We’ve discussed the 50/50 chance before, on these pages. It is that decision you are unwilling to make at the table, and you end up playing the “in-between” shot. You dislike the 3-rail line because it is not a natural (will usually end up too long) but then the 5-railer is not a natural either (will often be short). Play the sensitive 4-railer, top short-left long-bottom short-right long, or an entirely different solution? Nah, too difficult. The angel on your left shoulder tells you to do the mature thing, rip off the band-aid. But the devil on your right shoulder wins, with his classic whisper: “maybe you were wrong, and it will come a bit shorter than you thought… or longer. At least you’ll get it close this way, and you won’t look like a fool”. And there you are, on the fence, playing the bad shot you know you will miss.
Ask the audience, that is when you start to look around you for support. Do these people in the room understand that the universe is conspiring against me today? Have they SEEN the positions I’ve been getting? And please, teammate, tell me you have counted the flukes my opponent has made. I’ve seen 6 now, and he’s made another 13 or 14 from them. You man up and try hard on that next tough shot, only to miss by a hair. Here come the theatrics: you stay at the table just a few seconds too long, looking at the spectators. “Could I have hit that any better?” is written on your forehead in block letters. Then you sit, like a man who is sentenced to “the chair”. Teammates are no help. The ref is no help, the audience is no help. Life is so unfair.

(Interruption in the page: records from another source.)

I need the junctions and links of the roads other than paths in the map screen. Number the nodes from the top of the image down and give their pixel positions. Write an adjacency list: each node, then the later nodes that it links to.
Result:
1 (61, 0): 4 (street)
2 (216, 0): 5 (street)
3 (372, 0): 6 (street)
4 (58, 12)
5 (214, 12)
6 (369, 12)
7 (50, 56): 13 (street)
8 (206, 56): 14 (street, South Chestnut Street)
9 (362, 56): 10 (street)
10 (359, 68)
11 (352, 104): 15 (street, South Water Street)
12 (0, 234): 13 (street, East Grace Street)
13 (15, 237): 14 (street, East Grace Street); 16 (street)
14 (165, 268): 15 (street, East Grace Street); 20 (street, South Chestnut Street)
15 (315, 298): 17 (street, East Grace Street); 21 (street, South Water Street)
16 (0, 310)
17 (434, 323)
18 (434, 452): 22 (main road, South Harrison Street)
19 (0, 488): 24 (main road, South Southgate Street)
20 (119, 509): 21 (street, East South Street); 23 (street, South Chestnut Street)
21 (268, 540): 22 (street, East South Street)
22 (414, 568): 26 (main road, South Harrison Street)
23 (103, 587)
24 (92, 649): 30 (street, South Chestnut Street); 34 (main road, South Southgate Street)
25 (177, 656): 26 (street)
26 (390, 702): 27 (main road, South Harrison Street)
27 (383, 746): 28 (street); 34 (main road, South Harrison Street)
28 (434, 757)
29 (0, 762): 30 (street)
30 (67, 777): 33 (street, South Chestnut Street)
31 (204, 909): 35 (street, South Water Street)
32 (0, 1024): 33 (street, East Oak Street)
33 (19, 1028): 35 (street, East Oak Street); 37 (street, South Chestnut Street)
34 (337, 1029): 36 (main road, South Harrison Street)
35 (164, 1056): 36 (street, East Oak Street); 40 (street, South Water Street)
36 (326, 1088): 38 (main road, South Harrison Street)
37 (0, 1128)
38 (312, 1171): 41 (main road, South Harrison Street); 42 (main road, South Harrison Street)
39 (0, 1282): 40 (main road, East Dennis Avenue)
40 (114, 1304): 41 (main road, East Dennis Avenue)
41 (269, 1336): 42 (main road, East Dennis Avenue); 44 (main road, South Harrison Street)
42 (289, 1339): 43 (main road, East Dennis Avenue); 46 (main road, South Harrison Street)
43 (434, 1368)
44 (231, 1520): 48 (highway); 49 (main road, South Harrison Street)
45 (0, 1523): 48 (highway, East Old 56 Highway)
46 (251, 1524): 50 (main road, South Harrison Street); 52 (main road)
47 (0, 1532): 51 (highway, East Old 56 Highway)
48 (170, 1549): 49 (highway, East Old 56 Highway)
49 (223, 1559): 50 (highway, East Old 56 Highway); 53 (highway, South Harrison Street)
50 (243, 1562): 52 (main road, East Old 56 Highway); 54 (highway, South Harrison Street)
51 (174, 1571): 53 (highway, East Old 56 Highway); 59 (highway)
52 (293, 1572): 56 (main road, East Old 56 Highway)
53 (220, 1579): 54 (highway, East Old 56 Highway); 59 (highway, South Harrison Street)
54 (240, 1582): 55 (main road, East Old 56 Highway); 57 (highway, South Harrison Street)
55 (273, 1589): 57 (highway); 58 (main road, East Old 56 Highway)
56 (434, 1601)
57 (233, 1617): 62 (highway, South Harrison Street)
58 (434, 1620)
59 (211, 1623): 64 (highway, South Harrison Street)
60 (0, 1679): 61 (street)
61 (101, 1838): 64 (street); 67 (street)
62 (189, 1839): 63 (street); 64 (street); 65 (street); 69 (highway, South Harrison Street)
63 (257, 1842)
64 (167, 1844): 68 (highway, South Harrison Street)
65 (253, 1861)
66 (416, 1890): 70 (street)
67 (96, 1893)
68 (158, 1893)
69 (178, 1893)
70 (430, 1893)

Phone a friend, that is what you do when you are in the middle of a match and you are losing. You are rehearsing the story you will tell him (or her) tomorrow. “No, I could not possibly win that one. No run of the ball whatsoever. Nothing but bank shots is what I got, and never the ones where second and third ball are close. When I played defense, he had a ticky. When he shot 100 miles an hour and missed, all three were frozen to a rail. Maybe Caudron can turn a match like that around, but I couldn’t”. Or this version, if you are less of a crybaby and shameless liar, and more of a gentleman billiard player: “The guy was just too good for me on the day. He made a beautiful run of 9 followed by a 7. What was I supposed to do? I did not play that bad, but he certainly deserved to win”. These phone conversations are taking place in your head, remember? And from your chair, there is one thing you always forget to tell your friend, practice partner or spouse.
The match isn’t over yet.
To win tough 3-cushion battles, you need to be in the present, in the moment, at all time. If you start analyzing a match while you are still playing it, you are in the past (and you can’t win there). If you skip ahead and start explaining to yourself why you’ve lost, you’re in the future (and you can’t win there). Either way, the chance that you will indeed lose, triples. Don’t beat yourself up over mistakes you’ve made earlier in the match. There is a time and a place for that: at home, tomorrow. For now, try to make the point that is on the table, and then the next one: THAT is your only lifeline. Forget about the scoreboard, the teammates, the annoying kid with the bag of crisps, even the opponent. The only thing that is relevant in your life, right here, right now, is the problem on the table. And you are going to solve it. Who’s going to stop you? The opponent is in the chair. It’s your turn to play.